DATASET RECORDS:

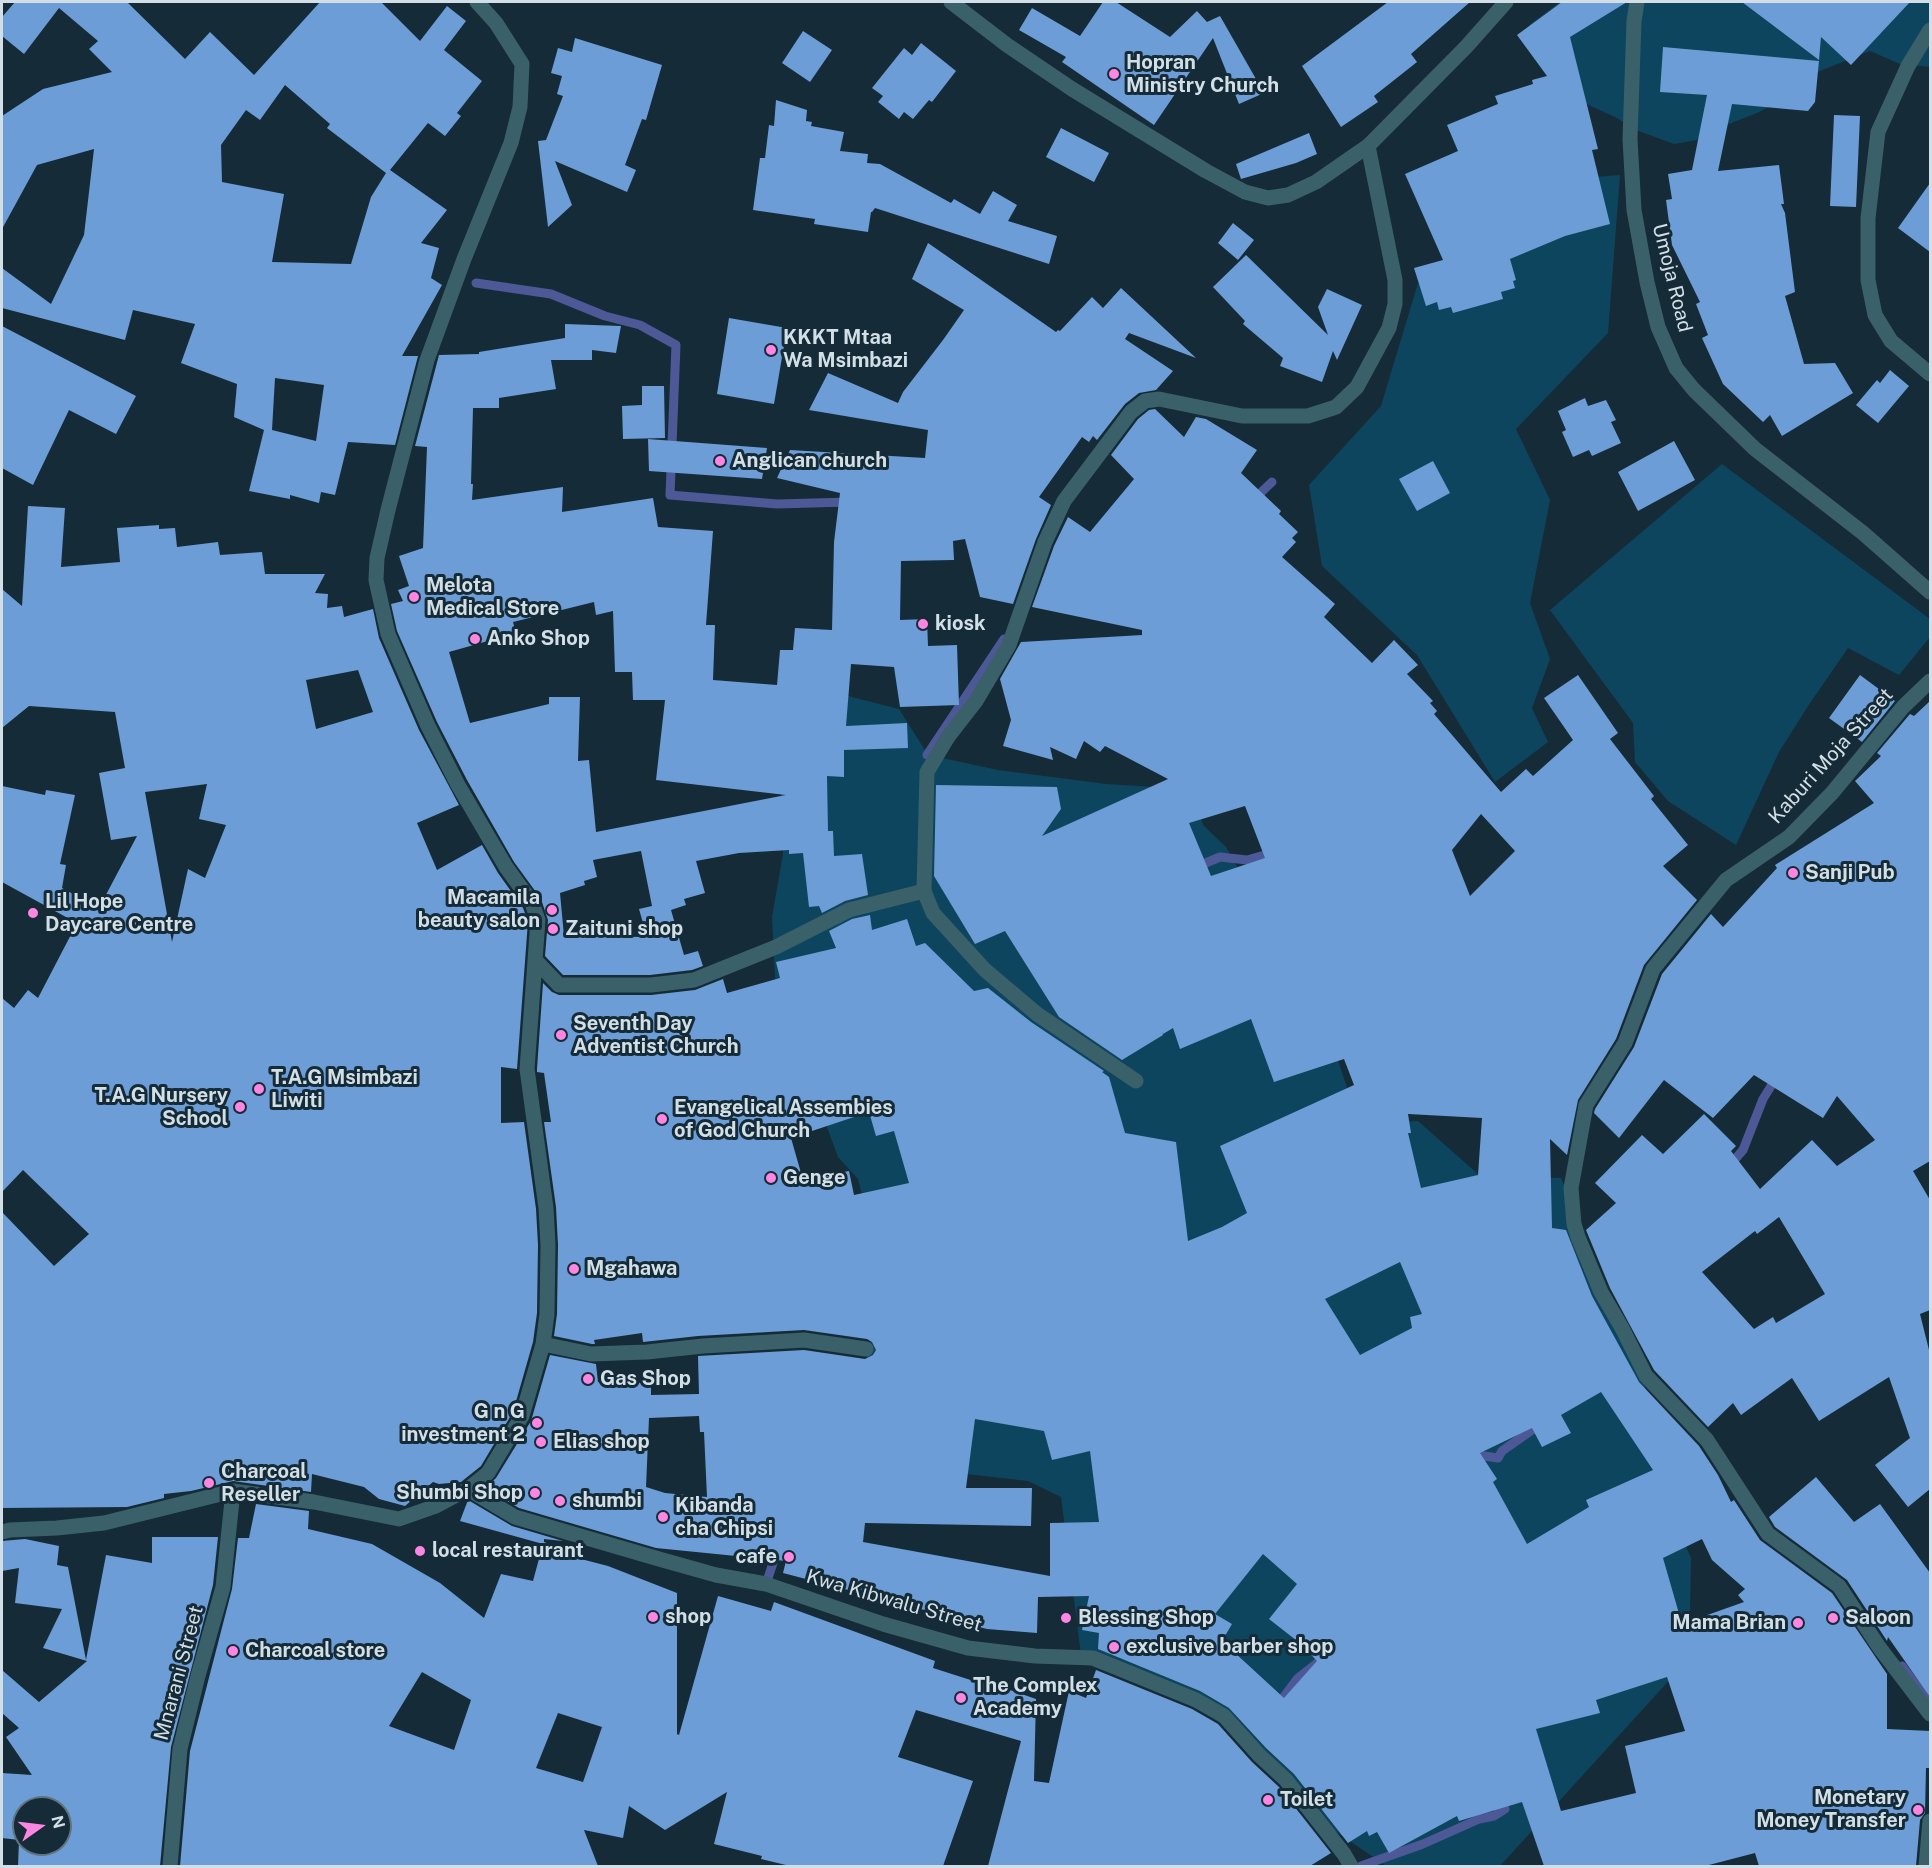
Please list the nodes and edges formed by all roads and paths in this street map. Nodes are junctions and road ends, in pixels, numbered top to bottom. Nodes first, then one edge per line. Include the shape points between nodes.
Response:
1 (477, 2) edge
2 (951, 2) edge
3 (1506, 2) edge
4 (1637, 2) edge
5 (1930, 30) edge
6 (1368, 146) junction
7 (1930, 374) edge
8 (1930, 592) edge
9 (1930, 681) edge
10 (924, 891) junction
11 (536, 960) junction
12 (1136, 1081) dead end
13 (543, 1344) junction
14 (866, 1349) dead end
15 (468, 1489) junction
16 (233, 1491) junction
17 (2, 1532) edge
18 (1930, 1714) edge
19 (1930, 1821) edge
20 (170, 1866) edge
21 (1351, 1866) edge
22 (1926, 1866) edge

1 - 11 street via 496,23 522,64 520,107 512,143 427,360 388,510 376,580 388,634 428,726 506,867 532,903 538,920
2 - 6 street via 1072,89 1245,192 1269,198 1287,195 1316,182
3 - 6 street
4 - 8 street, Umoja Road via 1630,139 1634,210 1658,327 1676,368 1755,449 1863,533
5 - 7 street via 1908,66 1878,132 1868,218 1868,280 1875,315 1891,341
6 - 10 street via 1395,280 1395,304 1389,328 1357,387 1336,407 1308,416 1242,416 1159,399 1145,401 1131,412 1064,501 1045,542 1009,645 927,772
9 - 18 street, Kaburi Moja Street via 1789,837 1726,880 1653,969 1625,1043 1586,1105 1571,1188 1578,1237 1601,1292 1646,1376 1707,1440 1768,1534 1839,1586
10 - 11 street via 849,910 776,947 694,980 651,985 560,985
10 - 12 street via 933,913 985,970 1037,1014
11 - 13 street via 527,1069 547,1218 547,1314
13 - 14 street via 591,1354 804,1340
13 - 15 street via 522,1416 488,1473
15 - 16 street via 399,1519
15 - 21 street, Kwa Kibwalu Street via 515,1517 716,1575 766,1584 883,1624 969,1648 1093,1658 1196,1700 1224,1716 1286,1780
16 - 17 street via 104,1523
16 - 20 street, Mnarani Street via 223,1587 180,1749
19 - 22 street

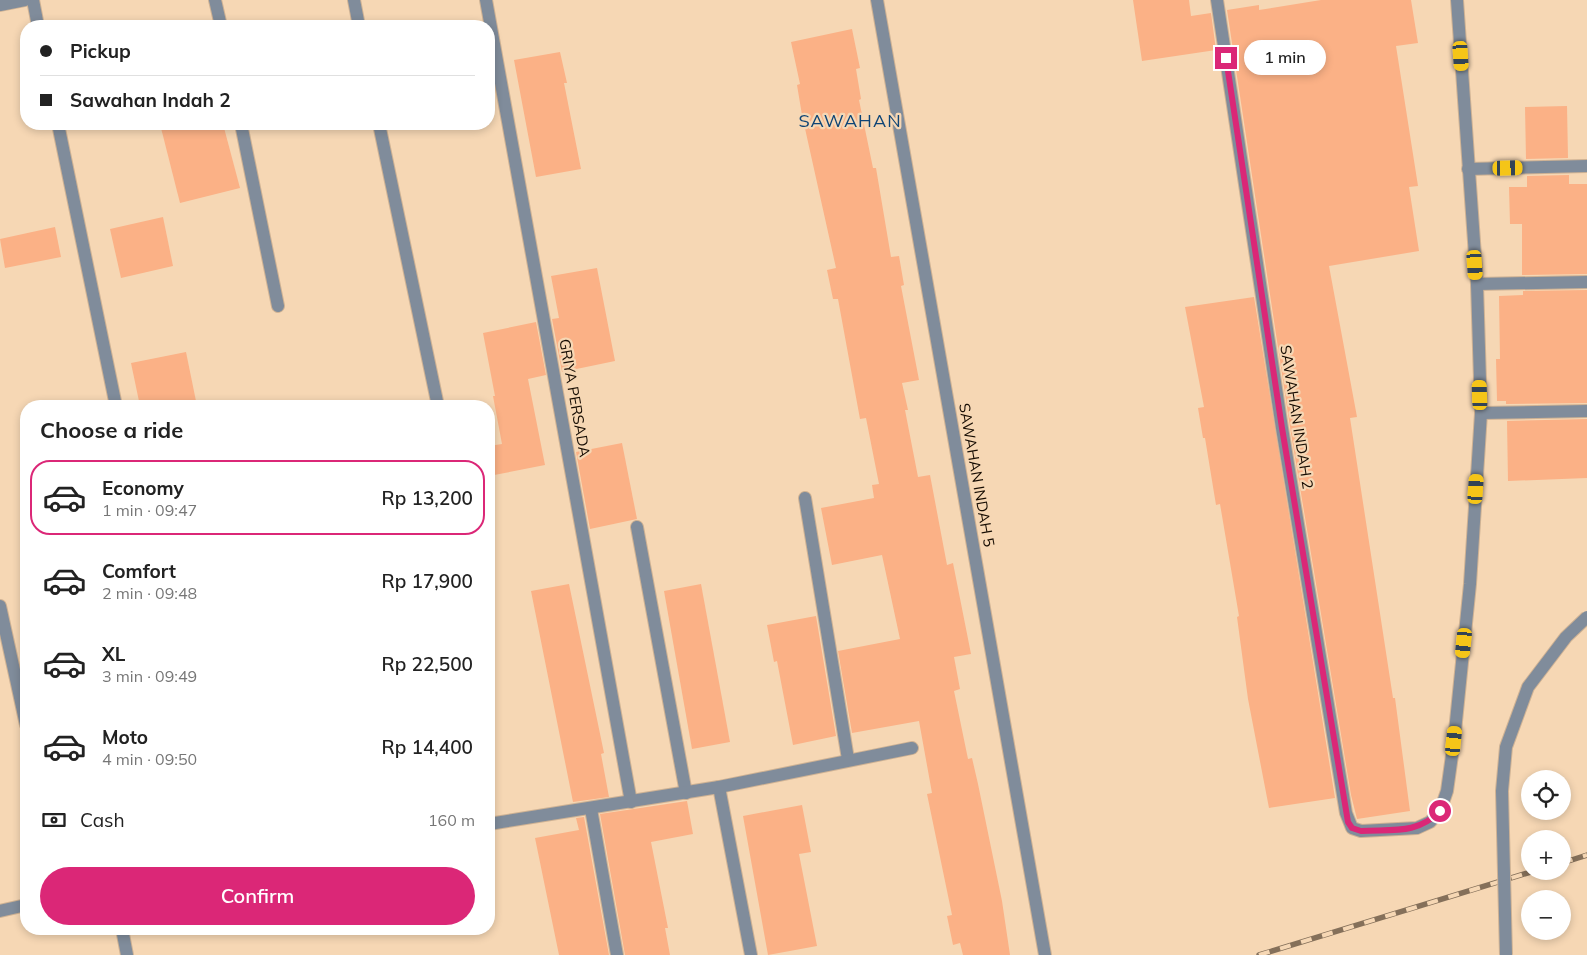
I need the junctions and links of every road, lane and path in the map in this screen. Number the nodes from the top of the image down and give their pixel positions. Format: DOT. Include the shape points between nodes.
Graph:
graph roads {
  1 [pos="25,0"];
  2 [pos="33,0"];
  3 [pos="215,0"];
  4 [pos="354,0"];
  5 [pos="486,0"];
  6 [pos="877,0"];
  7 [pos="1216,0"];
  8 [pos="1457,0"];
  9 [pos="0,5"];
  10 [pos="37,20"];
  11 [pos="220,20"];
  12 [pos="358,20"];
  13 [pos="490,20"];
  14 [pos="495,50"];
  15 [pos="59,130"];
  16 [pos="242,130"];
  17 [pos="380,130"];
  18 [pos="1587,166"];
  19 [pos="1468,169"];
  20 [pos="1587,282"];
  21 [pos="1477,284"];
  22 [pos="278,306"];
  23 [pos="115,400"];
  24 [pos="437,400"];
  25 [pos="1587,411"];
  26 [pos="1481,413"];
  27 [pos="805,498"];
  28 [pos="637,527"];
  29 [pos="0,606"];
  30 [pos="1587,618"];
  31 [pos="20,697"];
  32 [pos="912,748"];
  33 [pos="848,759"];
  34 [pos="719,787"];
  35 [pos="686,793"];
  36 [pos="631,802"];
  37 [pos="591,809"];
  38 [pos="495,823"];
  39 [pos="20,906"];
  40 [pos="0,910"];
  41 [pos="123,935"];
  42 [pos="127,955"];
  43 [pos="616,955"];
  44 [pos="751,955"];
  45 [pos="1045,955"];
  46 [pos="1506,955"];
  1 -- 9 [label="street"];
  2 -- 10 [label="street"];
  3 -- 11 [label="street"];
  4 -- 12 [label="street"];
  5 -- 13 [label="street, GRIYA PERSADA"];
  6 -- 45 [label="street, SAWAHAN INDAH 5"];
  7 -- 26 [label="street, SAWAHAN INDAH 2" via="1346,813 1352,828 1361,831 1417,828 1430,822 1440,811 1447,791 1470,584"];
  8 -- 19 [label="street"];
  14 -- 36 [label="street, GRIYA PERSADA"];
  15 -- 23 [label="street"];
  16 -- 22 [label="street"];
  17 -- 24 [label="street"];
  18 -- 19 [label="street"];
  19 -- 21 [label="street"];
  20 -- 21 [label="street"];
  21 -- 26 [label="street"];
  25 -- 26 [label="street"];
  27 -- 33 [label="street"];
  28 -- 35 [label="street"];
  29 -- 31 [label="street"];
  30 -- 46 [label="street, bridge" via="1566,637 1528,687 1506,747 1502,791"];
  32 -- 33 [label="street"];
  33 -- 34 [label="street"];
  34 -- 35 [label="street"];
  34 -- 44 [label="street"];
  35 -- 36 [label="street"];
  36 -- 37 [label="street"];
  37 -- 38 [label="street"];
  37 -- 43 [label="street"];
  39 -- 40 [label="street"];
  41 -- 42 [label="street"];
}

DIRECTIONS FOR THIS TASK:
Reproduce all lines above exactly. Leave the images out.

ANSWER:
Please list the nodes and edges formed by all roads and paths in this street map. Nodes are junctions and road ends, in pixels, numbered top to bottom. Nodes first, then one edge per line. Include the shape points between nodes.
Response:
1 (477, 2) edge
2 (951, 2) edge
3 (1506, 2) edge
4 (1637, 2) edge
5 (1930, 30) edge
6 (1368, 146) junction
7 (1930, 374) edge
8 (1930, 592) edge
9 (1930, 681) edge
10 (924, 891) junction
11 (536, 960) junction
12 (1136, 1081) dead end
13 (543, 1344) junction
14 (866, 1349) dead end
15 (468, 1489) junction
16 (233, 1491) junction
17 (2, 1532) edge
18 (1930, 1714) edge
19 (1930, 1821) edge
20 (170, 1866) edge
21 (1351, 1866) edge
22 (1926, 1866) edge

1 - 11 street via 496,23 522,64 520,107 512,143 427,360 388,510 376,580 388,634 428,726 506,867 532,903 538,920
2 - 6 street via 1072,89 1245,192 1269,198 1287,195 1316,182
3 - 6 street
4 - 8 street, Umoja Road via 1630,139 1634,210 1658,327 1676,368 1755,449 1863,533
5 - 7 street via 1908,66 1878,132 1868,218 1868,280 1875,315 1891,341
6 - 10 street via 1395,280 1395,304 1389,328 1357,387 1336,407 1308,416 1242,416 1159,399 1145,401 1131,412 1064,501 1045,542 1009,645 927,772
9 - 18 street, Kaburi Moja Street via 1789,837 1726,880 1653,969 1625,1043 1586,1105 1571,1188 1578,1237 1601,1292 1646,1376 1707,1440 1768,1534 1839,1586
10 - 11 street via 849,910 776,947 694,980 651,985 560,985
10 - 12 street via 933,913 985,970 1037,1014
11 - 13 street via 527,1069 547,1218 547,1314
13 - 14 street via 591,1354 804,1340
13 - 15 street via 522,1416 488,1473
15 - 16 street via 399,1519
15 - 21 street, Kwa Kibwalu Street via 515,1517 716,1575 766,1584 883,1624 969,1648 1093,1658 1196,1700 1224,1716 1286,1780
16 - 17 street via 104,1523
16 - 20 street, Mnarani Street via 223,1587 180,1749
19 - 22 street

I need the junctions and links of every road, lane and path in the map in this screen. Number the nodes from the top of the image down and give their pixel positions. Format: DOT. Include the shape points between nodes.
Graph:
graph roads {
  1 [pos="25,0"];
  2 [pos="33,0"];
  3 [pos="215,0"];
  4 [pos="354,0"];
  5 [pos="486,0"];
  6 [pos="877,0"];
  7 [pos="1216,0"];
  8 [pos="1457,0"];
  9 [pos="0,5"];
  10 [pos="37,20"];
  11 [pos="220,20"];
  12 [pos="358,20"];
  13 [pos="490,20"];
  14 [pos="495,50"];
  15 [pos="59,130"];
  16 [pos="242,130"];
  17 [pos="380,130"];
  18 [pos="1587,166"];
  19 [pos="1468,169"];
  20 [pos="1587,282"];
  21 [pos="1477,284"];
  22 [pos="278,306"];
  23 [pos="115,400"];
  24 [pos="437,400"];
  25 [pos="1587,411"];
  26 [pos="1481,413"];
  27 [pos="805,498"];
  28 [pos="637,527"];
  29 [pos="0,606"];
  30 [pos="1587,618"];
  31 [pos="20,697"];
  32 [pos="912,748"];
  33 [pos="848,759"];
  34 [pos="719,787"];
  35 [pos="686,793"];
  36 [pos="631,802"];
  37 [pos="591,809"];
  38 [pos="495,823"];
  39 [pos="20,906"];
  40 [pos="0,910"];
  41 [pos="123,935"];
  42 [pos="127,955"];
  43 [pos="616,955"];
  44 [pos="751,955"];
  45 [pos="1045,955"];
  46 [pos="1506,955"];
  1 -- 9 [label="street"];
  2 -- 10 [label="street"];
  3 -- 11 [label="street"];
  4 -- 12 [label="street"];
  5 -- 13 [label="street, GRIYA PERSADA"];
  6 -- 45 [label="street, SAWAHAN INDAH 5"];
  7 -- 26 [label="street, SAWAHAN INDAH 2" via="1346,813 1352,828 1361,831 1417,828 1430,822 1440,811 1447,791 1470,584"];
  8 -- 19 [label="street"];
  14 -- 36 [label="street, GRIYA PERSADA"];
  15 -- 23 [label="street"];
  16 -- 22 [label="street"];
  17 -- 24 [label="street"];
  18 -- 19 [label="street"];
  19 -- 21 [label="street"];
  20 -- 21 [label="street"];
  21 -- 26 [label="street"];
  25 -- 26 [label="street"];
  27 -- 33 [label="street"];
  28 -- 35 [label="street"];
  29 -- 31 [label="street"];
  30 -- 46 [label="street, bridge" via="1566,637 1528,687 1506,747 1502,791"];
  32 -- 33 [label="street"];
  33 -- 34 [label="street"];
  34 -- 35 [label="street"];
  34 -- 44 [label="street"];
  35 -- 36 [label="street"];
  36 -- 37 [label="street"];
  37 -- 38 [label="street"];
  37 -- 43 [label="street"];
  39 -- 40 [label="street"];
  41 -- 42 [label="street"];
}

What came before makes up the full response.